**Listed records**:

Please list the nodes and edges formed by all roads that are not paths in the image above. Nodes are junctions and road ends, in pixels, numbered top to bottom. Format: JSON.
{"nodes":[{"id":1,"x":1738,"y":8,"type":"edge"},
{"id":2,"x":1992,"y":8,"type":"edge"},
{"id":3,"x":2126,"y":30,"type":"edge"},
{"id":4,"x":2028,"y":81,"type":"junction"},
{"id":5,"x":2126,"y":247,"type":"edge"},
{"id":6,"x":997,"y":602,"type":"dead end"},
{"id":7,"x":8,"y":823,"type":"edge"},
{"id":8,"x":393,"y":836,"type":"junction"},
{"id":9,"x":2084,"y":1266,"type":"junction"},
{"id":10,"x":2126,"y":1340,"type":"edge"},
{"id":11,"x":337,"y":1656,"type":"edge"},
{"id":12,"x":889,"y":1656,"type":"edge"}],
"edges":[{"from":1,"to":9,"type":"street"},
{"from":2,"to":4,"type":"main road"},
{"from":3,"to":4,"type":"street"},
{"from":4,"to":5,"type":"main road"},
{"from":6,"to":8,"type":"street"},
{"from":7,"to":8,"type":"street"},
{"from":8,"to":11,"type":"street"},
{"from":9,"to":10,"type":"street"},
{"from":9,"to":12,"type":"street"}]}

**Exercise goal**: Retype the data. Keep every word as it stands.

**Response area**:
Please list the nodes and edges formed by all roads that are not paths in the image above. Nodes are junctions and road ends, in pixels, numbered top to bottom. Format: JSON.
{"nodes":[{"id":1,"x":1738,"y":8,"type":"edge"},
{"id":2,"x":1992,"y":8,"type":"edge"},
{"id":3,"x":2126,"y":30,"type":"edge"},
{"id":4,"x":2028,"y":81,"type":"junction"},
{"id":5,"x":2126,"y":247,"type":"edge"},
{"id":6,"x":997,"y":602,"type":"dead end"},
{"id":7,"x":8,"y":823,"type":"edge"},
{"id":8,"x":393,"y":836,"type":"junction"},
{"id":9,"x":2084,"y":1266,"type":"junction"},
{"id":10,"x":2126,"y":1340,"type":"edge"},
{"id":11,"x":337,"y":1656,"type":"edge"},
{"id":12,"x":889,"y":1656,"type":"edge"}],
"edges":[{"from":1,"to":9,"type":"street"},
{"from":2,"to":4,"type":"main road"},
{"from":3,"to":4,"type":"street"},
{"from":4,"to":5,"type":"main road"},
{"from":6,"to":8,"type":"street"},
{"from":7,"to":8,"type":"street"},
{"from":8,"to":11,"type":"street"},
{"from":9,"to":10,"type":"street"},
{"from":9,"to":12,"type":"street"}]}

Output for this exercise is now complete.